The name is familiar. I know the Belyhs well enough through what little conversations regarding businesses and rivalries I overheard over the years, and of course through the news. It seems my father has decided to ally with the only other criminal organization that is perhaps more notoriously brutal than his.
“I see the name is known to you,” Father says. “Originally, I had intended you to be Dimitri Belyh’s bride. As the Pakhan of their Bratva, he made the most sense to ally with. As a bonus, he is also notoriously cruel to his young brides. However, he somehow discovered your deformity,” he says sneeringly, glancing at the scar he knows is hidden under my dress. As if he hadn’t been the one to disfigure me.
“He was generous enough to offer his nephew and the heir apparent in his place with our existing agreement remaining intact. Frankly, I’d have married you to his pig farmer if it meant getting the deal I want,” he says with a casual shrug before looking at his Rolex. “Ah, is that the time? We ought to be making our way to the church,” he says adjusting his tie and standing up. “Eogan here will escort you to your vehicle.”
His henchman immediately puts a meaty paw on my shoulder, ready to steer me to where I need to go or hold me in place should I try to run.
As he walks out of the room, my father turns back to look at me, ready to inflict his final parting words. “Don’t be fooled when you reach the end of the aisle and see your groom’s handsome face. I hear that the nephew is even more violent and depraved than the uncle,” he tells me with a mean-spirited grin, a child pulling the wings off a butterfly. “Perhaps they’ll pass you around so that the whole Russian Bratva can fuck you. I’ve heard they enjoy doing that sort of thing to their women,” he says nonchalantly before turning and walking away, the sound of his laughter echoing down the hallway.

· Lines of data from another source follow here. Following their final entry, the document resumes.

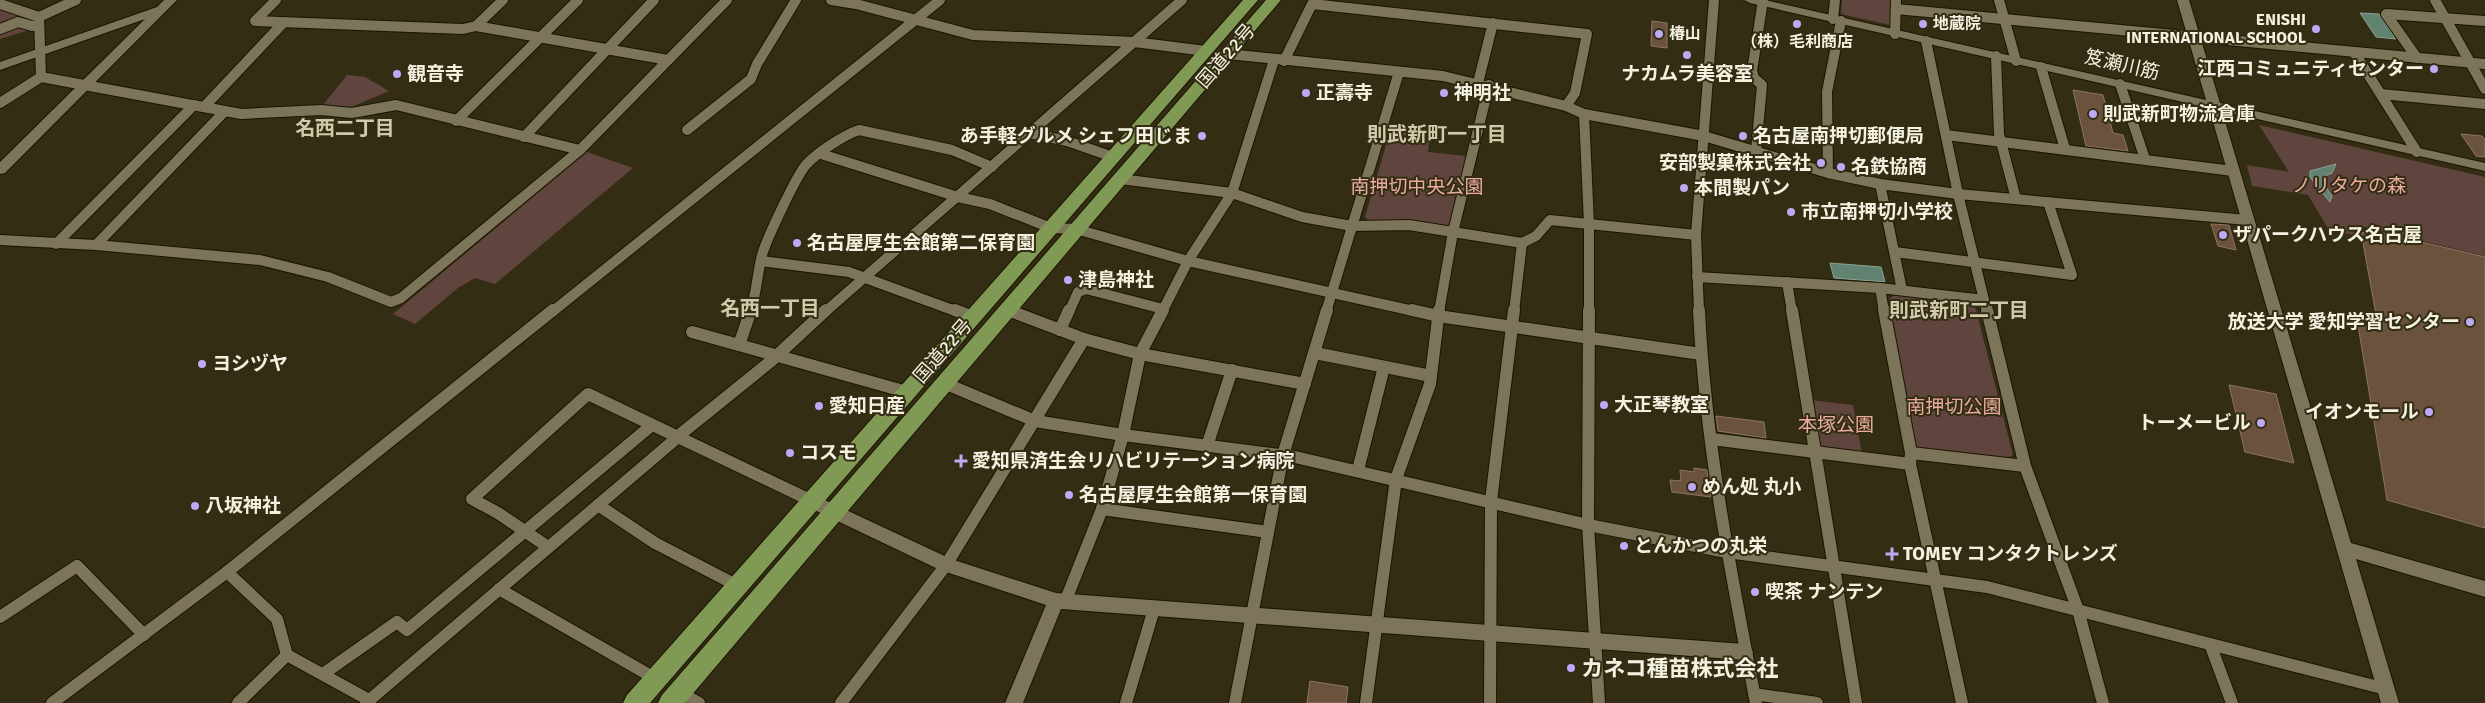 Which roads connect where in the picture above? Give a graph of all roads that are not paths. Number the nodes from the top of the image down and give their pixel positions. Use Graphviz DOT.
graph roads {
  1 [pos="76,0"];
  2 [pos="276,0"];
  3 [pos="503,0"];
  4 [pos="578,0"];
  5 [pos="654,0"];
  6 [pos="727,0"];
  7 [pos="796,0"];
  8 [pos="830,0"];
  9 [pos="940,0"];
  10 [pos="1182,0"];
  11 [pos="1251,0"];
  12 [pos="1274,0"];
  13 [pos="1302,0"];
  14 [pos="1714,0"];
  15 [pos="1750,0"];
  16 [pos="1835,0"];
  17 [pos="1999,0"];
  18 [pos="2183,0"];
  19 [pos="2435,0"];
  20 [pos="1763,1"];
  21 [pos="0,4"];
  22 [pos="167,4"];
  23 [pos="1312,4"];
  24 [pos="1896,4"];
  25 [pos="2445,18"];
  26 [pos="914,20"];
  27 [pos="1837,20"];
  28 [pos="2004,20"];
  29 [pos="39,21"];
  30 [pos="2485,21"];
  31 [pos="284,22"];
  32 [pos="1493,23"];
  33 [pos="476,26"];
  34 [pos="0,29"];
  35 [pos="1896,34"];
  36 [pos="540,37"];
  37 [pos="2193,37"];
  38 [pos="1926,41"];
  39 [pos="1134,42"];
  40 [pos="607,49"];
  41 [pos="1206,51"];
  42 [pos="39,52"];
  43 [pos="2354,52"];
  44 [pos="1228,54"];
  45 [pos="1996,56"];
  46 [pos="2417,58"];
  47 [pos="668,60"];
  48 [pos="1279,60"];
  49 [pos="2016,61"];
  50 [pos="2470,62"];
  51 [pos="2485,64"];
  52 [pos="0,66"];
  53 [pos="2041,66"];
  54 [pos="1399,72"];
  55 [pos="41,77"];
  56 [pos="1484,84"];
  57 [pos="2120,84"];
  58 [pos="86,86"];
  59 [pos="2485,89"];
  60 [pos="2381,94"];
  61 [pos="0,103"];
  62 [pos="2485,104"];
  63 [pos="2213,105"];
  64 [pos="199,106"];
  65 [pos="1566,106"];
  66 [pos="225,111"];
  67 [pos="1584,114"];
  68 [pos="456,121"];
  69 [pos="687,130"];
  70 [pos="1030,133"];
  71 [pos="1946,135"];
  72 [pos="1704,136"];
  73 [pos="524,137"];
  74 [pos="2001,141"];
  75 [pos="2065,149"];
  76 [pos="580,150"];
  77 [pos="1756,151"];
  78 [pos="2417,152"];
  79 [pos="820,154"];
  80 [pos="1113,157"];
  81 [pos="2145,159"];
  82 [pos="992,167"];
  83 [pos="2485,167"];
  84 [pos="0,170"];
  85 [pos="2233,171"];
  86 [pos="1828,173"];
  87 [pos="1120,179"];
  88 [pos="1880,184"];
  89 [pos="1232,192"];
  90 [pos="1958,194"];
  91 [pos="958,197"];
  92 [pos="2016,199"];
  93 [pos="2048,202"];
  94 [pos="2247,220"];
  95 [pos="1589,224"];
  96 [pos="1352,226"];
  97 [pos="1051,228"];
  98 [pos="1076,229"];
  99 [pos="1453,232"];
  100 [pos="1696,235"];
  101 [pos="0,240"];
  102 [pos="1522,243"];
  103 [pos="56,244"];
  104 [pos="96,245"];
  105 [pos="1895,252"];
  106 [pos="761,261"];
  107 [pos="1188,261"];
  108 [pos="1975,262"];
  109 [pos="866,276"];
  110 [pos="1697,276"];
  111 [pos="1788,282"];
  112 [pos="1880,288"];
  113 [pos="1902,290"];
  114 [pos="1332,293"];
  115 [pos="1984,300"];
  116 [pos="1163,309"];
  117 [pos="1007,310"];
  118 [pos="1438,316"];
  119 [pos="973,317"];
  120 [pos="1513,326"];
  121 [pos="1060,330"];
  122 [pos="692,332"];
  123 [pos="1588,336"];
  124 [pos="1084,339"];
  125 [pos="739,345"];
  126 [pos="1315,353"];
  127 [pos="1140,354"];
  128 [pos="1701,354"];
  129 [pos="775,355"];
  130 [pos="1384,367"];
  131 [pos="1232,370"];
  132 [pos="1431,376"];
  133 [pos="944,383"];
  134 [pos="1305,384"];
  135 [pos="907,392"];
  136 [pos="1035,421"];
  137 [pos="652,425"];
  138 [pos="1123,435"];
  139 [pos="678,437"];
  140 [pos="1712,440"];
  141 [pos="1207,446"];
  142 [pos="1815,451"];
  143 [pos="1283,455"];
  144 [pos="1911,458"];
  145 [pos="2025,466"];
  146 [pos="1358,470"];
  147 [pos="1396,479"];
  148 [pos="812,501"];
  149 [pos="1490,501"];
  150 [pos="598,505"];
  151 [pos="1102,509"];
  152 [pos="834,512"];
  153 [pos="1588,525"];
  154 [pos="525,530"];
  155 [pos="1268,532"];
  156 [pos="548,547"];
  157 [pos="2344,548"];
  158 [pos="1727,552"];
  159 [pos="946,565"];
  160 [pos="1834,566"];
  161 [pos="227,572"];
  162 [pos="1934,580"];
  163 [pos="738,586"];
  164 [pos="499,589"];
  165 [pos="2485,589"];
  166 [pos="1060,602"];
  167 [pos="1154,609"];
  168 [pos="2078,610"];
  169 [pos="1252,616"];
  170 [pos="0,617"];
  171 [pos="1376,626"];
  172 [pos="1490,634"];
  173 [pos="144,635"];
  174 [pos="1596,641"];
  175 [pos="2210,644"];
  176 [pos="1744,652"];
  177 [pos="287,655"];
  178 [pos="323,674"];
  179 [pos="656,679"];
  180 [pos="2388,696"];
  181 [pos="675,698"];
  182 [pos="1755,699"];
  183 [pos="372,701"];
  184 [pos="52,703"];
  185 [pos="238,703"];
  186 [pos="635,703"];
  187 [pos="699,703"];
  188 [pos="841,703"];
  189 [pos="1014,703"];
  190 [pos="1126,703"];
  191 [pos="1235,703"];
  192 [pos="1366,703"];
  193 [pos="1490,703"];
  194 [pos="1599,703"];
  195 [pos="1817,703"];
  196 [pos="1856,703"];
  197 [pos="1962,703"];
  198 [pos="2103,703"];
  199 [pos="2232,703"];
  1 -- 29 [label="street"];
  2 -- 31 [label="street"];
  3 -- 33 [label="street"];
  4 -- 36 [label="street"];
  5 -- 40 [label="street"];
  6 -- 47 [label="street"];
  7 -- 69 [label="street"];
  8 -- 26 [label="street"];
  9 -- 26 [label="street"];
  10 -- 39 [label="street"];
  11 -- 41 [label="highway, 国道22号"];
  12 -- 44 [label="highway, 国道22号"];
  13 -- 23 [label="street"];
  14 -- 72 [label="street"];
  15 -- 20 [label="street, 笈瀬川筋"];
  16 -- 27 [label="street"];
  17 -- 28 [label="street"];
  18 -- 37 [label="street"];
  19 -- 25 [label="street"];
  20 -- 27 [label="street, 笈瀬川筋"];
  20 -- 77 [label="street"];
  21 -- 29 [label="street"];
  22 -- 42 [label="street"];
  22 -- 58 [label="street"];
  23 -- 32 [label="street"];
  23 -- 48 [label="street"];
  24 -- 28 [label="street"];
  24 -- 35 [label="street"];
  25 -- 30 [label="street"];
  25 -- 46 [label="street"];
  25 -- 50 [label="street"];
  26 -- 39 [label="street"];
  26 -- 161 [label="street"];
  27 -- 35 [label="street, 笈瀬川筋"];
  27 -- 86 [label="street"];
  28 -- 37 [label="street"];
  28 -- 49 [label="street"];
  29 -- 34 [label="street"];
  29 -- 42 [label="street"];
  31 -- 33 [label="street"];
  31 -- 64 [label="street"];
  32 -- 56 [label="street"];
  32 -- 65 [label="street"];
  33 -- 36 [label="street"];
  35 -- 38 [label="street, 笈瀬川筋"];
  36 -- 40 [label="street"];
  36 -- 68 [label="street"];
  37 -- 43 [label="street"];
  37 -- 63 [label="street"];
  38 -- 45 [label="street, 笈瀬川筋"];
  38 -- 71 [label="street"];
  39 -- 41 [label="street"];
  39 -- 70 [label="street"];
  40 -- 47 [label="street"];
  40 -- 73 [label="street"];
  41 -- 80 [label="highway, 国道22号"];
  42 -- 52 [label="street"];
  42 -- 55 [label="street"];
  43 -- 46 [label="street"];
  43 -- 60 [label="street"];
  44 -- 48 [label="street"];
  44 -- 87 [label="highway, 国道22号"];
  45 -- 49 [label="street, 笈瀬川筋"];
  45 -- 74 [label="street"];
  46 -- 50 [label="street"];
  47 -- 76 [label="street"];
  48 -- 54 [label="street"];
  48 -- 89 [label="street"];
  49 -- 53 [label="street, 笈瀬川筋"];
  50 -- 51 [label="street"];
  50 -- 59 [label="street"];
  53 -- 57 [label="street, 笈瀬川筋"];
  53 -- 75 [label="street"];
  54 -- 56 [label="street"];
  54 -- 96 [label="street"];
  55 -- 58 [label="street"];
  55 -- 61 [label="street"];
  56 -- 65 [label="street"];
  56 -- 99 [label="street"];
  57 -- 63 [label="street, 笈瀬川筋"];
  57 -- 81 [label="street"];
  58 -- 64 [label="street"];
  58 -- 84 [label="street"];
  60 -- 62 [label="street"];
  60 -- 78 [label="street"];
  63 -- 78 [label="street, 笈瀬川筋"];
  63 -- 85 [label="street"];
  64 -- 66 [label="street"];
  64 -- 103 [label="street"];
  65 -- 67 [label="street"];
  66 -- 68 [label="street"];
  66 -- 104 [label="street"];
  67 -- 72 [label="street"];
  67 -- 95 [label="street"];
  68 -- 73 [label="street"];
  70 -- 80 [label="street"];
  70 -- 82 [label="street"];
  71 -- 74 [label="street"];
  71 -- 90 [label="street"];
  72 -- 77 [label="street"];
  72 -- 100 [label="street"];
  73 -- 76 [label="street"];
  74 -- 75 [label="street"];
  74 -- 92 [label="street"];
  75 -- 81 [label="street"];
  76 -- 104 [label="street"];
  77 -- 86 [label="street"];
  78 -- 83 [label="street, 笈瀬川筋"];
  79 -- 82 [label="street"];
  79 -- 91 [label="street"];
  79 -- 106 [label="street"];
  80 -- 97 [label="highway, 国道22号"];
  81 -- 85 [label="street"];
  82 -- 91 [label="street"];
  85 -- 94 [label="street"];
  86 -- 88 [label="street"];
  87 -- 89 [label="street"];
  87 -- 98 [label="highway, 国道22号"];
  88 -- 90 [label="street"];
  88 -- 105 [label="street"];
  89 -- 96 [label="street"];
  89 -- 107 [label="street"];
  90 -- 92 [label="street"];
  90 -- 108 [label="street"];
  91 -- 97 [label="street"];
  91 -- 109 [label="street"];
  92 -- 93 [label="street"];
  93 -- 94 [label="street"];
  93 -- 108 [label="street"];
  94 -- 157 [label="street"];
  95 -- 100 [label="street"];
  95 -- 102 [label="street"];
  95 -- 123 [label="street"];
  96 -- 99 [label="street"];
  96 -- 114 [label="street"];
  97 -- 98 [label="street"];
  97 -- 119 [label="highway, 国道22号"];
  98 -- 107 [label="street"];
  98 -- 117 [label="highway, 国道22号"];
  99 -- 102 [label="street"];
  99 -- 118 [label="street"];
  100 -- 110 [label="street"];
  101 -- 103 [label="street"];
  102 -- 120 [label="street"];
  103 -- 104 [label="street"];
  105 -- 108 [label="street"];
  105 -- 113 [label="street"];
  106 -- 109 [label="street"];
  106 -- 125 [label="street"];
  107 -- 114 [label="street"];
  107 -- 116 [label="street"];
  108 -- 115 [label="street"];
  109 -- 119 [label="street"];
  109 -- 129 [label="street"];
  110 -- 111 [label="street"];
  110 -- 128 [label="street"];
  111 -- 112 [label="street"];
  111 -- 142 [label="street"];
  112 -- 113 [label="street"];
  112 -- 144 [label="street"];
  113 -- 115 [label="street"];
  114 -- 118 [label="street"];
  114 -- 126 [label="street"];
  115 -- 145 [label="street"];
  116 -- 121 [label="street"];
  116 -- 127 [label="street"];
  117 -- 121 [label="street"];
  117 -- 133 [label="highway, 国道22号"];
  118 -- 120 [label="street"];
  118 -- 132 [label="street"];
  119 -- 135 [label="highway, 国道22号"];
  120 -- 123 [label="street"];
  120 -- 149 [label="street"];
  121 -- 124 [label="street"];
  122 -- 125 [label="street"];
  123 -- 128 [label="street"];
  123 -- 153 [label="street"];
  124 -- 127 [label="street"];
  124 -- 136 [label="street"];
  125 -- 129 [label="street"];
  126 -- 130 [label="street"];
  126 -- 134 [label="street"];
  127 -- 131 [label="street"];
  127 -- 138 [label="street"];
  128 -- 140 [label="street"];
  129 -- 135 [label="street"];
  129 -- 139 [label="street"];
  130 -- 132 [label="street"];
  130 -- 146 [label="street"];
  131 -- 134 [label="street"];
  131 -- 141 [label="street"];
  132 -- 147 [label="street"];
  133 -- 136 [label="street"];
  133 -- 152 [label="highway, 国道22号"];
  134 -- 143 [label="street"];
  135 -- 148 [label="highway, 国道22号"];
  136 -- 138 [label="street"];
  136 -- 159 [label="street"];
  137 -- 139 [label="street"];
  137 -- 154 [label="street"];
  137 -- 154 [label="street"];
  138 -- 141 [label="street"];
  138 -- 151 [label="street"];
  139 -- 148 [label="street"];
  139 -- 150 [label="street"];
  140 -- 142 [label="street"];
  140 -- 158 [label="street"];
  141 -- 143 [label="street"];
  142 -- 144 [label="street"];
  142 -- 160 [label="street"];
  143 -- 146 [label="street"];
  143 -- 155 [label="street"];
  144 -- 145 [label="street"];
  144 -- 162 [label="street"];
  145 -- 168 [label="street"];
  146 -- 147 [label="street"];
  147 -- 149 [label="street"];
  147 -- 171 [label="street"];
  148 -- 152 [label="street"];
  148 -- 163 [label="highway, 国道22号"];
  149 -- 153 [label="street"];
  149 -- 172 [label="street"];
  150 -- 156 [label="street"];
  150 -- 163 [label="street"];
  151 -- 155 [label="street"];
  151 -- 166 [label="street"];
  152 -- 159 [label="street"];
  152 -- 181 [label="highway, 国道22号"];
  153 -- 158 [label="street"];
  153 -- 174 [label="street"];
  154 -- 156 [label="street"];
  154 -- 178 [label="street"];
  155 -- 169 [label="street"];
  156 -- 164 [label="street"];
  157 -- 165 [label="street"];
  157 -- 180 [label="street"];
  158 -- 160 [label="street"];
  158 -- 176 [label="street"];
  159 -- 166 [label="street"];
  159 -- 188 [label="street"];
  160 -- 162 [label="street"];
  160 -- 196 [label="street"];
  161 -- 173 [label="street"];
  161 -- 177 [label="street"];
  162 -- 168 [label="street"];
  162 -- 197 [label="street"];
  163 -- 179 [label="highway, 国道22号"];
  164 -- 179 [label="street"];
  164 -- 183 [label="street"];
  166 -- 167 [label="street"];
  166 -- 189 [label="street"];
  167 -- 169 [label="street"];
  167 -- 190 [label="street"];
  168 -- 175 [label="street"];
  168 -- 198 [label="street"];
  169 -- 171 [label="street"];
  169 -- 191 [label="street"];
  170 -- 173 [label="street"];
  171 -- 172 [label="street"];
  171 -- 192 [label="street"];
  172 -- 174 [label="street"];
  172 -- 193 [label="street"];
  173 -- 184 [label="street"];
  174 -- 176 [label="street"];
  174 -- 194 [label="street"];
  175 -- 180 [label="street"];
  175 -- 199 [label="street"];
  176 -- 182 [label="street"];
  177 -- 178 [label="street"];
  177 -- 185 [label="street"];
  178 -- 183 [label="street"];
  179 -- 186 [label="highway, 国道22号"];
  181 -- 187 [label="street"];
  182 -- 195 [label="street"];
}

Eogan shoves me, silently instructing me to move, and I oblige, knowing it would be pointless to disobey. I knew my father was cruel, but his hatred and complete disdain for me still hurts. This whole time I thought I had gotten away, but he’d simply allowed me to believe I was free. Like a lab rat in some sick experiment. I’d fallen for his trick, and worse yet, the people who tried to help me paid for it with their lives.
All for nothing.
I consider ending it all at the first chance I get. For surely death by my own hand will be better than the slow, torturous one I’m walking toward.
Chapter 28
Leo
The church looms in front of me like a mausoleum—an ironic stage for the performance about to unfold. I shift my weight in my three-thousand dollar suit, the cuffs stiff and collar too tight, suffocating in every sense of the word.
I’ve killed men with less discomfort.